WHAT IS NEEDED:
Only an exact, line-for-line copy of the data will serve as the answer.

Stored data entries:
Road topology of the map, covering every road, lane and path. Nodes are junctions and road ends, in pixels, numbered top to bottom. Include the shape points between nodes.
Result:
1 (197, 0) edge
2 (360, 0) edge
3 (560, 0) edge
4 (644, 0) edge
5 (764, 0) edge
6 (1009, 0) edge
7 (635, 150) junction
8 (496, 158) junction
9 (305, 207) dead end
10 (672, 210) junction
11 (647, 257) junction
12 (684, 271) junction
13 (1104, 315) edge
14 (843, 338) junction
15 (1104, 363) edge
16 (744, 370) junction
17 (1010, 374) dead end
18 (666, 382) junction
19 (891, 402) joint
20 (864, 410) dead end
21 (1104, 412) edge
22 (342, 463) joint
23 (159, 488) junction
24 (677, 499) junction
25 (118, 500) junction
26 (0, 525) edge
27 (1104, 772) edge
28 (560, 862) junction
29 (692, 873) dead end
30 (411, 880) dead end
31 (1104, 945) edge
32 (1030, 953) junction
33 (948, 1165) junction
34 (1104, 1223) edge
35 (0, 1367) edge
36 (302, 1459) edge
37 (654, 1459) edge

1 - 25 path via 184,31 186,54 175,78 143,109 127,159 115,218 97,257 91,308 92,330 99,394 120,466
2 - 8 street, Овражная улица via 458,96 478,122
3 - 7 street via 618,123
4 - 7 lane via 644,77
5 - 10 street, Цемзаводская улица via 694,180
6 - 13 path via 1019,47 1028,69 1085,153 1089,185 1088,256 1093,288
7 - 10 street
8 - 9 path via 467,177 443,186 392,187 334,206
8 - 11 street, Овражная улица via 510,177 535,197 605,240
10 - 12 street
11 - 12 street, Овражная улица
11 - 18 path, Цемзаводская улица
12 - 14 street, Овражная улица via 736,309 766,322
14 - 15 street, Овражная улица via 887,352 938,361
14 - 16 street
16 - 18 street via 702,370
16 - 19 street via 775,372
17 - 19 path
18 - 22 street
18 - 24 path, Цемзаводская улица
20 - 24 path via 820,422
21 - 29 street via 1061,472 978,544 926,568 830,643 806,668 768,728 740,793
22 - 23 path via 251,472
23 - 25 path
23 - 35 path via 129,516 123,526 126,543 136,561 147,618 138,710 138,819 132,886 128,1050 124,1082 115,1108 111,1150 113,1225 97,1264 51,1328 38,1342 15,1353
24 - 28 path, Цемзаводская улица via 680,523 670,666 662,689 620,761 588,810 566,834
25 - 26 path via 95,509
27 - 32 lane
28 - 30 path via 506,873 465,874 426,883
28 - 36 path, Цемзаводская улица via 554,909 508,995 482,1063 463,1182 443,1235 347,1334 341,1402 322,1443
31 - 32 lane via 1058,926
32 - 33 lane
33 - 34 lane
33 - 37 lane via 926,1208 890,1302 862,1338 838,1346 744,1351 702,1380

OUTPUT FOR THIS EXERCISE:
Road topology of the map, covering every road, lane and path. Nodes are junctions and road ends, in pixels, numbered top to bottom. Include the shape points between nodes.
Result:
1 (197, 0) edge
2 (360, 0) edge
3 (560, 0) edge
4 (644, 0) edge
5 (764, 0) edge
6 (1009, 0) edge
7 (635, 150) junction
8 (496, 158) junction
9 (305, 207) dead end
10 (672, 210) junction
11 (647, 257) junction
12 (684, 271) junction
13 (1104, 315) edge
14 (843, 338) junction
15 (1104, 363) edge
16 (744, 370) junction
17 (1010, 374) dead end
18 (666, 382) junction
19 (891, 402) joint
20 (864, 410) dead end
21 (1104, 412) edge
22 (342, 463) joint
23 (159, 488) junction
24 (677, 499) junction
25 (118, 500) junction
26 (0, 525) edge
27 (1104, 772) edge
28 (560, 862) junction
29 (692, 873) dead end
30 (411, 880) dead end
31 (1104, 945) edge
32 (1030, 953) junction
33 (948, 1165) junction
34 (1104, 1223) edge
35 (0, 1367) edge
36 (302, 1459) edge
37 (654, 1459) edge

1 - 25 path via 184,31 186,54 175,78 143,109 127,159 115,218 97,257 91,308 92,330 99,394 120,466
2 - 8 street, Овражная улица via 458,96 478,122
3 - 7 street via 618,123
4 - 7 lane via 644,77
5 - 10 street, Цемзаводская улица via 694,180
6 - 13 path via 1019,47 1028,69 1085,153 1089,185 1088,256 1093,288
7 - 10 street
8 - 9 path via 467,177 443,186 392,187 334,206
8 - 11 street, Овражная улица via 510,177 535,197 605,240
10 - 12 street
11 - 12 street, Овражная улица
11 - 18 path, Цемзаводская улица
12 - 14 street, Овражная улица via 736,309 766,322
14 - 15 street, Овражная улица via 887,352 938,361
14 - 16 street
16 - 18 street via 702,370
16 - 19 street via 775,372
17 - 19 path
18 - 22 street
18 - 24 path, Цемзаводская улица
20 - 24 path via 820,422
21 - 29 street via 1061,472 978,544 926,568 830,643 806,668 768,728 740,793
22 - 23 path via 251,472
23 - 25 path
23 - 35 path via 129,516 123,526 126,543 136,561 147,618 138,710 138,819 132,886 128,1050 124,1082 115,1108 111,1150 113,1225 97,1264 51,1328 38,1342 15,1353
24 - 28 path, Цемзаводская улица via 680,523 670,666 662,689 620,761 588,810 566,834
25 - 26 path via 95,509
27 - 32 lane
28 - 30 path via 506,873 465,874 426,883
28 - 36 path, Цемзаводская улица via 554,909 508,995 482,1063 463,1182 443,1235 347,1334 341,1402 322,1443
31 - 32 lane via 1058,926
32 - 33 lane
33 - 34 lane
33 - 37 lane via 926,1208 890,1302 862,1338 838,1346 744,1351 702,1380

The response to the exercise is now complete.